If you take Boston Globe columnist James Carroll seriously, you might read the latest of his vicious attacks on the Catholic Church and conclude that he would disdain someone who could stoop to “denigrate” his intellectual opponents and “caricature” their arguments. You’d be wrong.

It’s not just that Carroll claims that the claims put forward by Pope Benedict XVI are “patently false” and “insulting” and based on “ignorance.” That’s pretty standard stuff for the Globe’s resident anti-Catholic (who, oddly enough, is a former Catholic priest). You can clearly sense, in reading this screed, that what really irks Carroll is the Pope’s “positing Christian superiority to other faiths.”

But what he says really irks him is the Pope’s “refusal to reckon with historical facts that contradict Catholic moral primacy.” Yes, the refusal to reckon with inconvenient facts is a very annoying attribute. So you’d like to think that James Carroll would look down his nose at any columnist fool enough to read the Regensburg speech, see the Holy Father’s trenchant criticism of Western secularism, and conclude that Pope Benedict had “supplied the religious underpinning” for the US war in Iraq. Or a columnist brazen enough to claim that in the 14th century, in the years leading up to the siege of Constantinople, “Islam sponsored rare religious amity among Jews, Christians, and Muslims.”

“Bush and Benedict are in sync, and bin Laden is grinning,” Carroll writes. Jim, if you see a silly smiling face, you’re probably looking at a mirror.

The Globe sure does get its money’s worth in Carroll because he can write his usual screed without even bothering to read what he’s writing about. That must save oodles of time.
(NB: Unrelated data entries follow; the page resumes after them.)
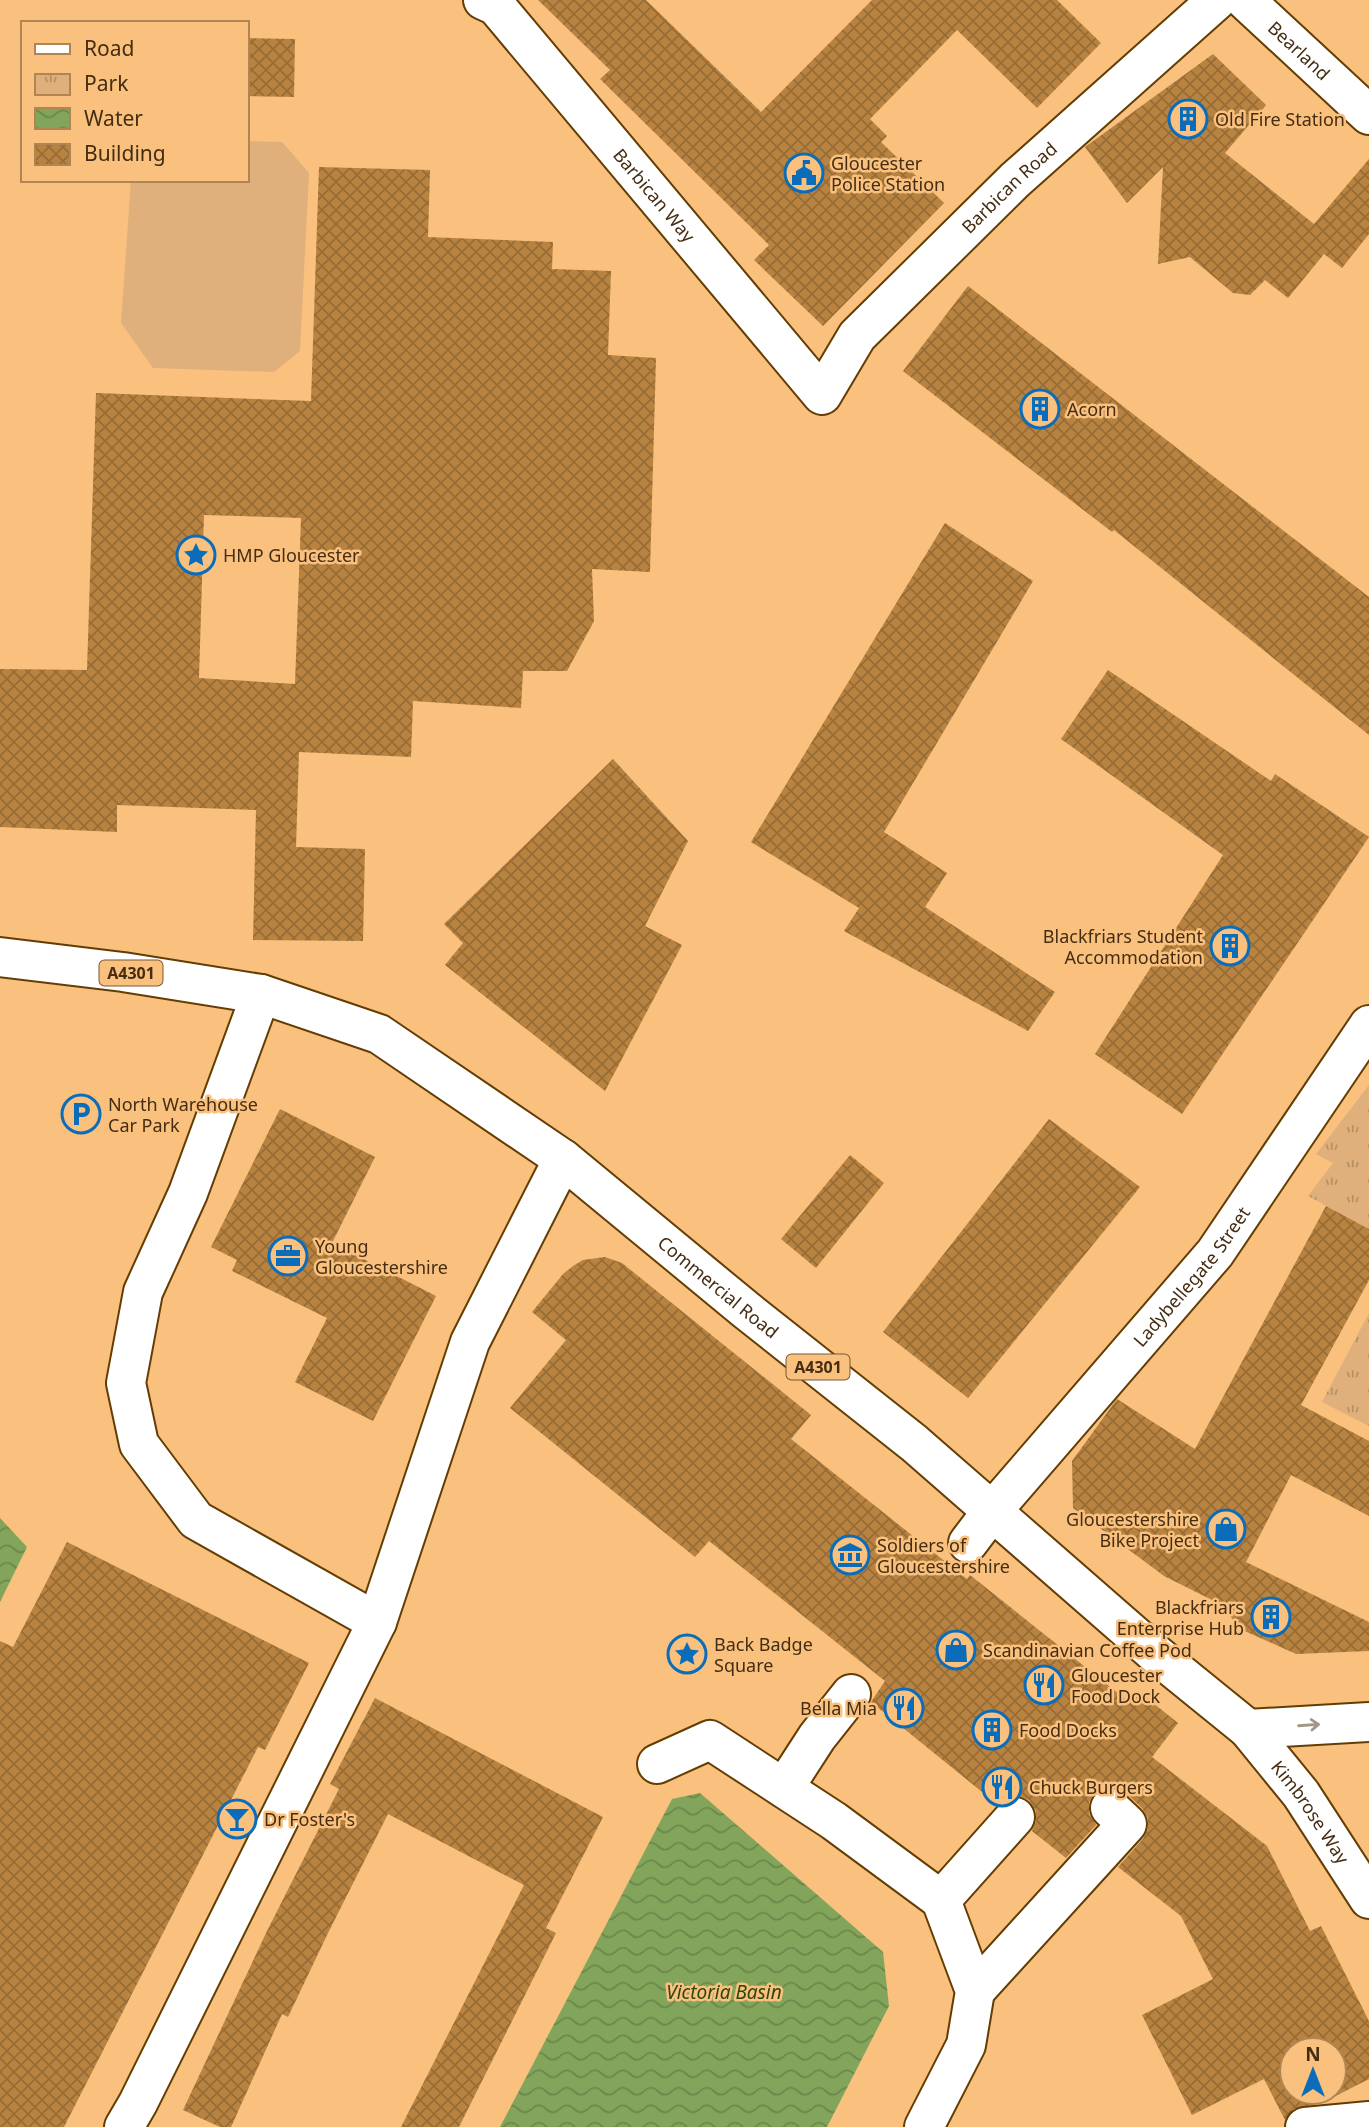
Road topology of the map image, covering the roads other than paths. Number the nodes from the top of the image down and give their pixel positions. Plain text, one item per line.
1 (483, 0) edge
2 (1217, 0) edge
3 (1245, 0) edge
4 (1363, 100) edge
5 (822, 395) joint
6 (0, 957) edge
7 (261, 994) junction
8 (1369, 1026) edge
9 (563, 1159) junction
10 (993, 1510) junction
11 (968, 1543) dead end
12 (377, 1622) junction
13 (851, 1693) dead end
14 (1369, 1722) edge
15 (1248, 1729) junction
16 (657, 1764) dead end
17 (784, 1788) junction
18 (1110, 1808) dead end
19 (1014, 1818) dead end
20 (1369, 1899) edge
21 (941, 1900) junction
22 (975, 1991) junction
23 (1369, 2121) edge
24 (124, 2127) edge
25 (924, 2127) edge
26 (1305, 2127) edge

1 - 5 street, Barbican Way
2 - 5 street, Barbican Road
3 - 4 street, Bearland
6 - 7 street, Commercial Road / A4301
7 - 9 street, Commercial Road / A4301
7 - 12 street
8 - 10 street, Ladybellegate Street
9 - 10 street, Commercial Road / A4301
9 - 12 street
10 - 11 street, Ladybellegate Street
10 - 15 street, Commercial Road / A4301
12 - 24 street
13 - 17 street
15 -> 14 street
15 - 20 street, Kimbrose Way / A4301
16 - 17 street
17 - 21 street
18 - 22 street
19 - 21 street
21 - 22 street
22 - 25 street
23 - 26 street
Anyone who can claim that Benedict is supplying the religious underpinning for the war in Iraq is a fool because even the most casual observer of the Pope is well aware of his criticism of the war. But in Carroll’s simplistic black-and-white world, Bush and Benedict are conservatives, and therefore are in lockstep on every matter. Any appearance to the contrary is a conspiracy designed to fool the public. Right.